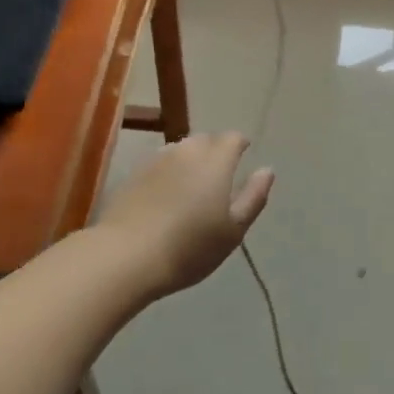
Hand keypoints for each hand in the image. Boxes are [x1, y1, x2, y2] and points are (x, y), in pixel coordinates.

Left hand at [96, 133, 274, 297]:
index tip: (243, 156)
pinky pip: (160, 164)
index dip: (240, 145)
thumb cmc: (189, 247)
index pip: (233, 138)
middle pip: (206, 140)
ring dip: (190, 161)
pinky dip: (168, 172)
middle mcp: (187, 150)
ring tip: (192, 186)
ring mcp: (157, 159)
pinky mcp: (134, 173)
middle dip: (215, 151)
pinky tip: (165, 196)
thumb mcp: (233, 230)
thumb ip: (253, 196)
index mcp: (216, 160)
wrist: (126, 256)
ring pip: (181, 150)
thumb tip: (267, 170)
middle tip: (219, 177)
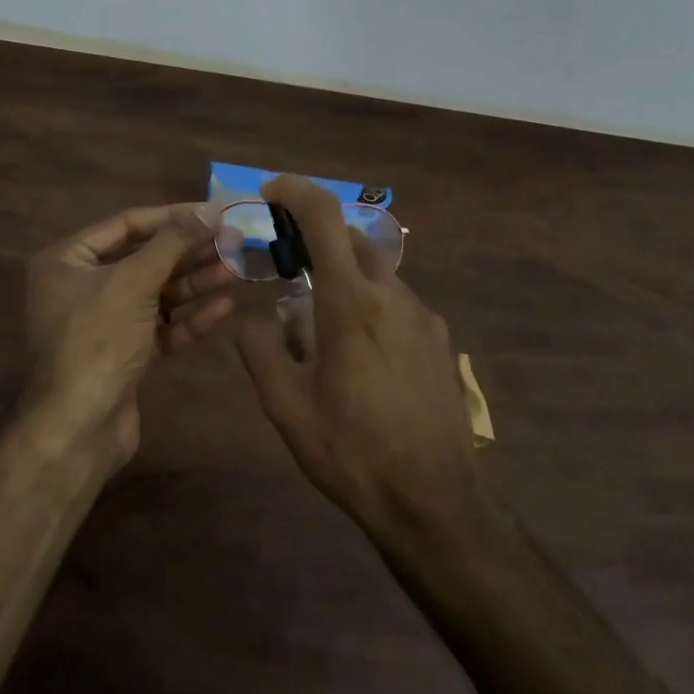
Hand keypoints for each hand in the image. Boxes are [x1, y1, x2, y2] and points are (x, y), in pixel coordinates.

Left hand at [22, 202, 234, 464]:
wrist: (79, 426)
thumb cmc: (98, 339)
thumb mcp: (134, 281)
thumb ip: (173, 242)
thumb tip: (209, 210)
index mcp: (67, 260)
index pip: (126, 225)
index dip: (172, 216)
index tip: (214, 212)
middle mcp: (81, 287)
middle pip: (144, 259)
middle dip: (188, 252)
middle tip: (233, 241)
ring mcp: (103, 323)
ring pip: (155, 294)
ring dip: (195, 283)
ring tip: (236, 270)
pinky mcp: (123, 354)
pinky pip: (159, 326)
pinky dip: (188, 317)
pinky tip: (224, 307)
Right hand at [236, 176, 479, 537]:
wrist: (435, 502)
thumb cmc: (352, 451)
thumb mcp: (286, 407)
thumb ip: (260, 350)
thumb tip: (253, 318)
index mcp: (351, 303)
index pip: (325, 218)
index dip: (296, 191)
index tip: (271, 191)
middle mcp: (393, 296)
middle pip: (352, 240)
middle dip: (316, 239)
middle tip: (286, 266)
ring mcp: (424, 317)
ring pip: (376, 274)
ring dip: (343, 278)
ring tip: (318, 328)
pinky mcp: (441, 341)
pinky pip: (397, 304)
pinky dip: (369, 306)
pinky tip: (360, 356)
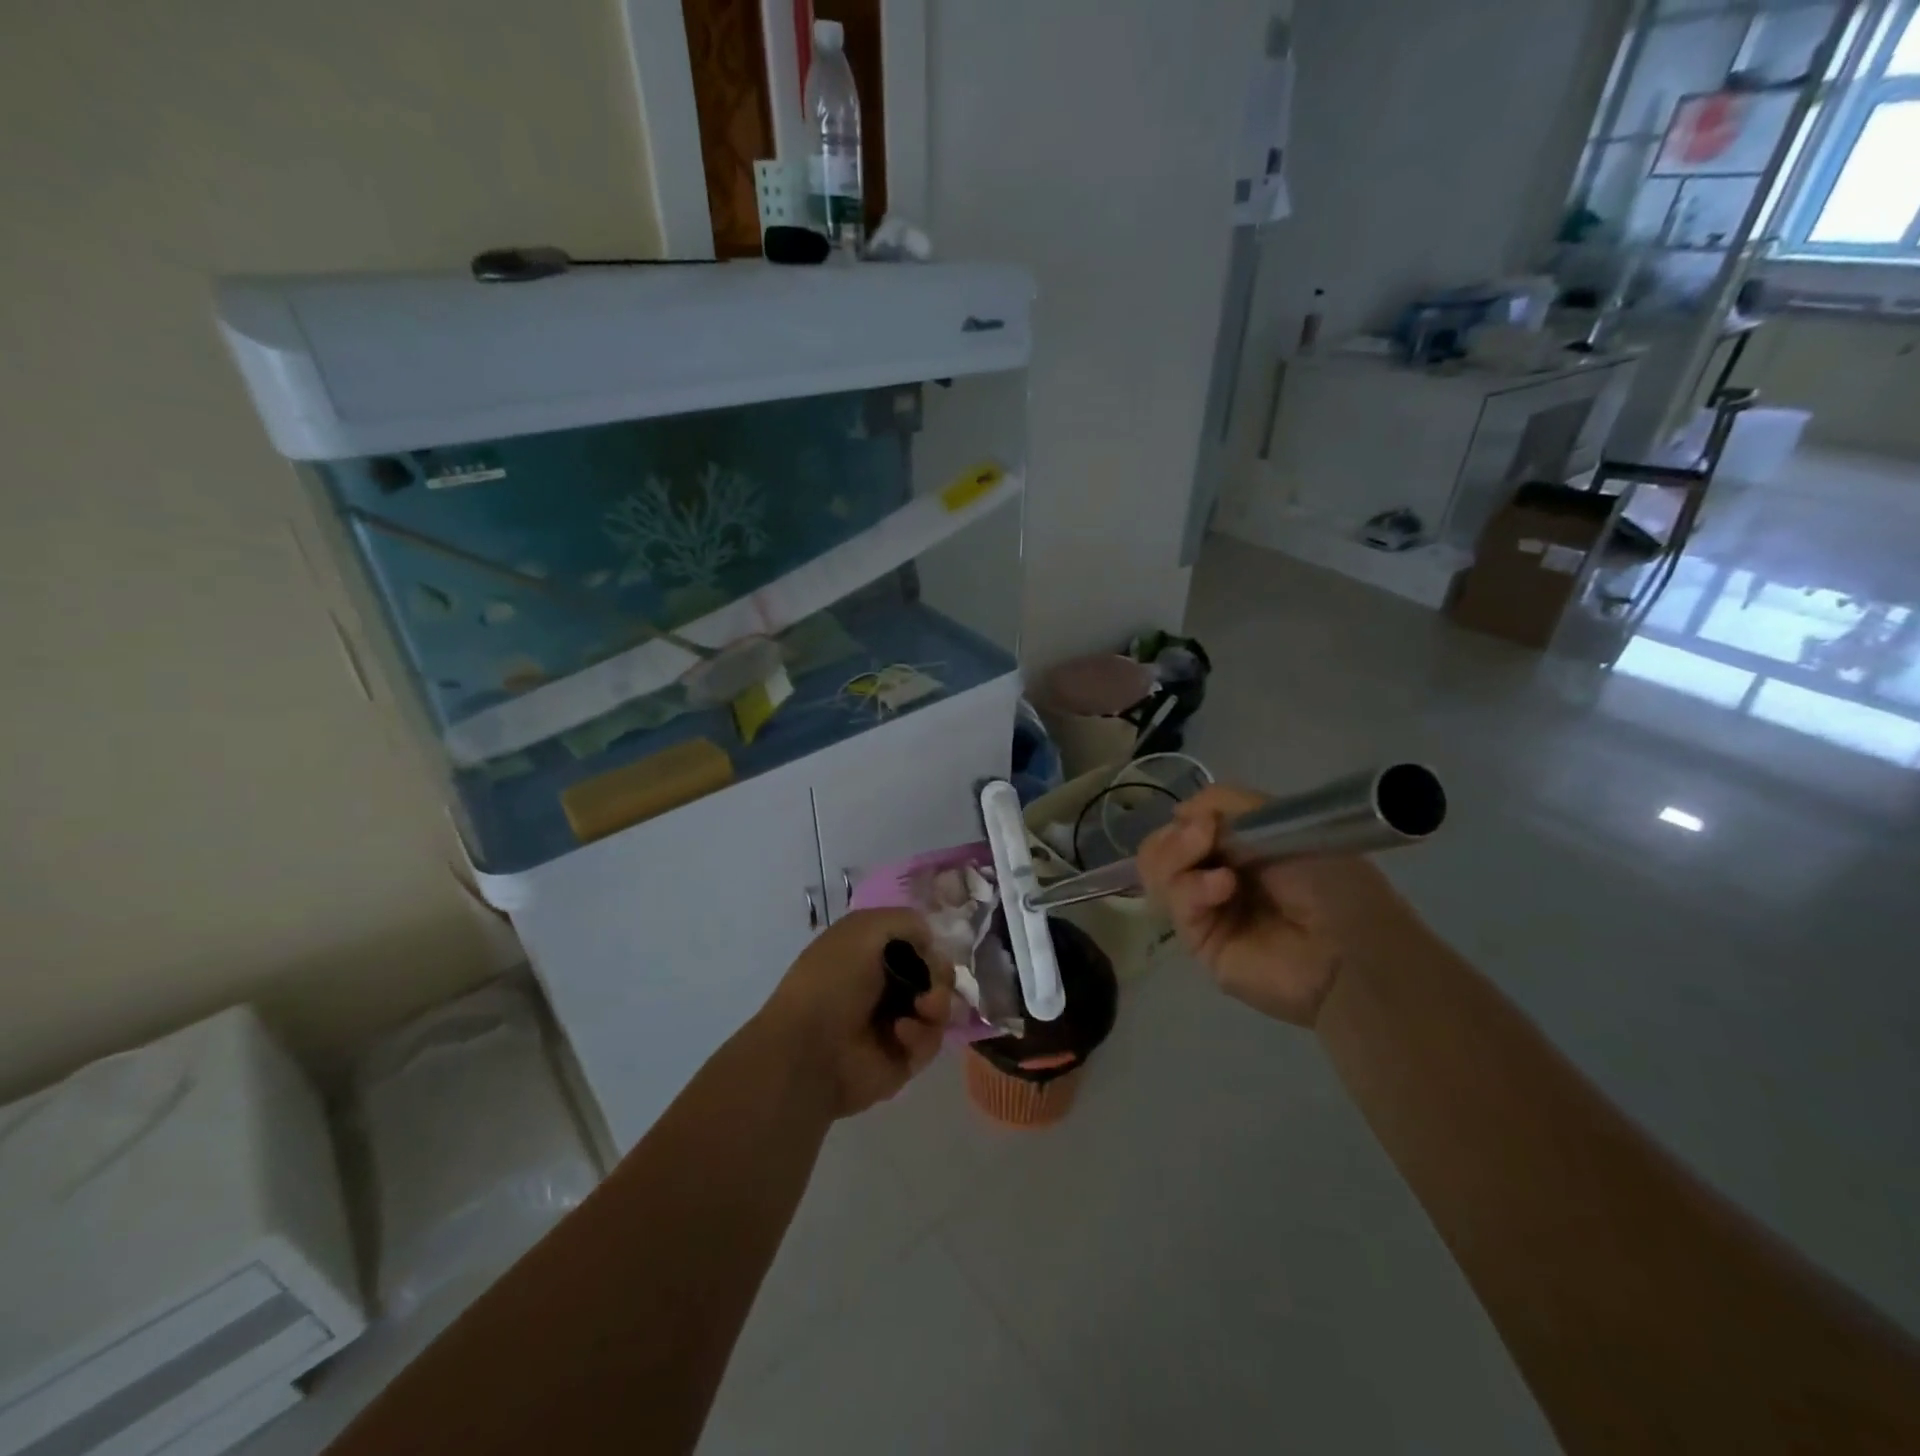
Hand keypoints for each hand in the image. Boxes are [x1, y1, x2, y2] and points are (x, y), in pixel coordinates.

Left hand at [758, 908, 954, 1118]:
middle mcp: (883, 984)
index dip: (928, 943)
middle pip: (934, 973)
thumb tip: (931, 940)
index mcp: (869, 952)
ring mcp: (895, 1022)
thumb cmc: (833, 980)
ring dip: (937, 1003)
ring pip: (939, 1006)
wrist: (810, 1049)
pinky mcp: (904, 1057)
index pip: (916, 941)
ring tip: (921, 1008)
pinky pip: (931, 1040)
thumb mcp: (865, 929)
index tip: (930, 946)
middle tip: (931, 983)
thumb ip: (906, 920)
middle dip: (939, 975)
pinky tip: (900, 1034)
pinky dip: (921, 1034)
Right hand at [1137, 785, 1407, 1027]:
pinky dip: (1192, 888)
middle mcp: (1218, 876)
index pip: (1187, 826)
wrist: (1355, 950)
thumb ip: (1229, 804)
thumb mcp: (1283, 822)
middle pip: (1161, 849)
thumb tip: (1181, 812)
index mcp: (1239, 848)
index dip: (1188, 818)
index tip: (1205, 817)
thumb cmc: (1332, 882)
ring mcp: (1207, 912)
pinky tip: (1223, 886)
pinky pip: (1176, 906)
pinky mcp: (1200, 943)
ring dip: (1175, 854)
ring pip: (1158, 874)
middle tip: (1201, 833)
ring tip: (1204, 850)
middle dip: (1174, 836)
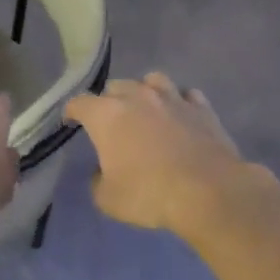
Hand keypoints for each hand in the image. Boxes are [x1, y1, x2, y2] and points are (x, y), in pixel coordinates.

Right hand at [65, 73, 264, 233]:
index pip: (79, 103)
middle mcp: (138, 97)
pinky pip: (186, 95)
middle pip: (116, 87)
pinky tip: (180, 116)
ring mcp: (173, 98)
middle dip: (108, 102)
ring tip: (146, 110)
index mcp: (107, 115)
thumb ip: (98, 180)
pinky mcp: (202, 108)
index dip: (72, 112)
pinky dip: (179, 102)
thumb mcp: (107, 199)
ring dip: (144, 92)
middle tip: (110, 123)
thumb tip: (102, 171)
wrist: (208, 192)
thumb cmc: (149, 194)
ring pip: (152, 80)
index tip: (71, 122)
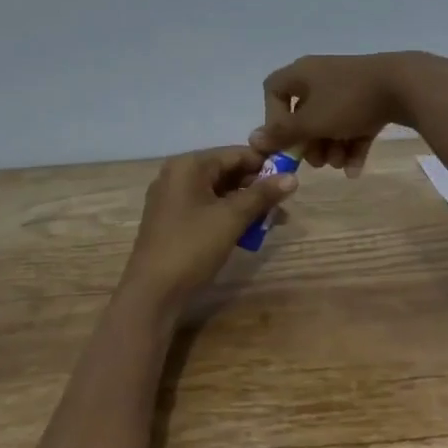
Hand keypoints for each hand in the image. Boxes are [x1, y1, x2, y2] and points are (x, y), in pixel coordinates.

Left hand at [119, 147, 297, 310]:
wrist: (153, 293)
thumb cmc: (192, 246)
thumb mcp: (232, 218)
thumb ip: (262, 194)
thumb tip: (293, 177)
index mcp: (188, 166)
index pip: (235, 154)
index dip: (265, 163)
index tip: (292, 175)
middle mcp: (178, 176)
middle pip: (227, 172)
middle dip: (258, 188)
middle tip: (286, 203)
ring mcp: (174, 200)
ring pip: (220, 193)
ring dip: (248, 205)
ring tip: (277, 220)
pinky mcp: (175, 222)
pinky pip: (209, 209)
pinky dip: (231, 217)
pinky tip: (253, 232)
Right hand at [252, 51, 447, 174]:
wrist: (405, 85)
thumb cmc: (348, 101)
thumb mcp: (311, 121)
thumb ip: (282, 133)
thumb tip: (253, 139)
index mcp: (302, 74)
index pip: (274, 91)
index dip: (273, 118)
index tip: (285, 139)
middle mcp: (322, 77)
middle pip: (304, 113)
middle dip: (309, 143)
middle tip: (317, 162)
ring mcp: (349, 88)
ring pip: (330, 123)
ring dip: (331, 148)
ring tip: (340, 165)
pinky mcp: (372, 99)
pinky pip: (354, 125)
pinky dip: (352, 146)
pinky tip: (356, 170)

# Your assignment
Could you set down the records above word for word, without any of the pictures?

# Response to the task
Hand keypoints for each hand in the image. Boxes are [x1, y1, x2, y2] and points are (x, y), in pixel coordinates.

Left hand at [96, 133, 274, 297]:
index tip: (243, 156)
pinky pip: (160, 164)
index dip: (240, 145)
thumb cmc: (189, 247)
index pip: (233, 138)
middle pip: (206, 140)
ring dip: (190, 161)
pinky dip: (168, 172)
middle mcp: (187, 150)
ring tip: (192, 186)
ring mcp: (157, 159)
pinky mcp: (134, 173)
middle dip: (215, 151)
pinky tip: (165, 196)
thumb mcp: (233, 230)
thumb ip: (253, 196)
index mcp: (216, 160)
wrist: (126, 256)
ring pip: (181, 150)
thumb tip: (267, 170)
middle tip: (219, 177)
Hand keypoints for each hand in the image. Boxes are [x1, y1, x2, y2] and points are (x, y), in pixel coordinates.

Left hand at [22, 202, 234, 464]:
wrist: (79, 426)
thumb cmc: (98, 339)
thumb mcp: (134, 281)
thumb ip: (173, 242)
thumb tip: (209, 210)
index mcp: (67, 260)
index pip: (126, 225)
index dip: (172, 216)
index tip: (214, 212)
middle mcp: (81, 287)
middle pip: (144, 259)
middle dip: (188, 252)
middle tip: (233, 241)
ring mcp: (103, 323)
ring pip: (155, 294)
ring dip: (195, 283)
ring tip: (236, 270)
pinky mcp: (123, 354)
pinky pip: (159, 326)
pinky dip: (188, 317)
pinky tip: (224, 307)
Right hand at [236, 176, 479, 537]:
wrist: (435, 502)
thumb cmc: (352, 451)
thumb mcp: (286, 407)
thumb ip: (260, 350)
thumb tip: (253, 318)
index mcp: (351, 303)
index pip: (325, 218)
index dip: (296, 191)
index tip: (271, 191)
middle mcp: (393, 296)
middle pip: (352, 240)
middle dip: (316, 239)
middle tip: (286, 266)
ring mcp: (424, 317)
ring pip: (376, 274)
ring dip: (343, 278)
ring tip: (318, 328)
pinky mcp: (441, 341)
pinky pip: (397, 304)
pinky dip: (369, 306)
pinky tip: (360, 356)
Hand keypoints for each hand in the image. Boxes are [x1, y1, x2, y2] and points are (x, y), in pixel coordinates.

Left hand at [758, 908, 954, 1118]:
middle mcp: (883, 984)
index dip: (928, 943)
middle pip: (934, 973)
thumb tip: (931, 940)
index mcp: (869, 952)
ring mcp: (895, 1022)
thumb cmc: (833, 980)
ring dip: (937, 1003)
ring pip: (939, 1006)
wrist: (810, 1049)
pinky mcp: (904, 1057)
index pip: (916, 941)
ring tip: (921, 1008)
pinky pip: (931, 1040)
thumb mcp: (865, 929)
index tip: (930, 946)
middle tip: (931, 983)
thumb ip: (906, 920)
middle dip: (939, 975)
pinky tip: (900, 1034)
pinky dip: (921, 1034)
Right hand at [1137, 785, 1407, 1027]:
pinky dip: (1192, 888)
middle mcp: (1218, 876)
index pip: (1187, 826)
wrist: (1355, 950)
thumb ip: (1229, 804)
thumb mcp: (1283, 822)
middle pip: (1161, 849)
thumb tip: (1181, 812)
index mcp: (1239, 848)
index dip: (1188, 818)
index tip: (1205, 817)
thumb cmc: (1332, 882)
ring mcp: (1207, 912)
pinky tip: (1223, 886)
pinky pip: (1176, 906)
pinky mcp: (1200, 943)
ring dip: (1175, 854)
ring pip: (1158, 874)
middle tip: (1201, 833)
ring tip: (1204, 850)
middle dip: (1174, 836)
Hand keypoints for each hand in the image. Boxes are [x1, y1, x2, y2] and points are (x, y), in pixel coordinates.

Right hand at [65, 73, 264, 233]:
index pip: (79, 103)
middle mcp: (138, 97)
pinky pip: (186, 95)
middle pip: (116, 87)
pinky tip: (180, 116)
ring mcp: (173, 98)
middle dip: (108, 102)
ring tip: (146, 110)
index mcp: (107, 115)
thumb ip: (98, 180)
pinky mcp: (202, 108)
index dip: (72, 112)
pinky dip: (179, 102)
thumb mcp: (107, 199)
ring dip: (144, 92)
middle tip: (110, 123)
thumb tip: (102, 171)
wrist: (208, 192)
thumb cmc: (149, 194)
ring pip: (152, 80)
index tip: (71, 122)
Hand keypoints for each hand in the image. Boxes are [x1, y1, x2, y2] and points are (x, y), in pixel coordinates.

Left hand at [119, 147, 297, 310]:
wrist: (153, 293)
thumb cmc: (192, 246)
thumb mcp: (232, 218)
thumb ip: (262, 194)
thumb tip: (293, 177)
index mcp: (188, 166)
index pip: (235, 154)
index dip: (265, 163)
index tip: (292, 175)
middle mcp: (178, 176)
middle pip: (227, 172)
middle dip: (258, 188)
middle tip: (286, 203)
ring mcp: (174, 200)
ring pip: (220, 193)
ring dip: (248, 205)
ring tip: (277, 220)
pinky mcp: (175, 222)
pinky pip: (209, 209)
pinky dip: (231, 217)
pinky tip: (253, 232)
Right hand at [252, 51, 447, 174]:
wrist: (405, 85)
thumb cmc: (348, 101)
thumb mcp: (311, 121)
thumb ip: (282, 133)
thumb tip: (253, 139)
index mcp: (302, 74)
index pip: (274, 91)
index dip: (273, 118)
index tip: (285, 139)
middle mcp: (322, 77)
middle pip: (304, 113)
middle dip: (309, 143)
middle tip: (317, 162)
ring mcp: (349, 88)
ring pip: (330, 123)
ring dip: (331, 148)
ring tip: (340, 165)
pinky mcp: (372, 99)
pinky pip: (354, 125)
pinky dip: (352, 146)
pinky tip: (356, 170)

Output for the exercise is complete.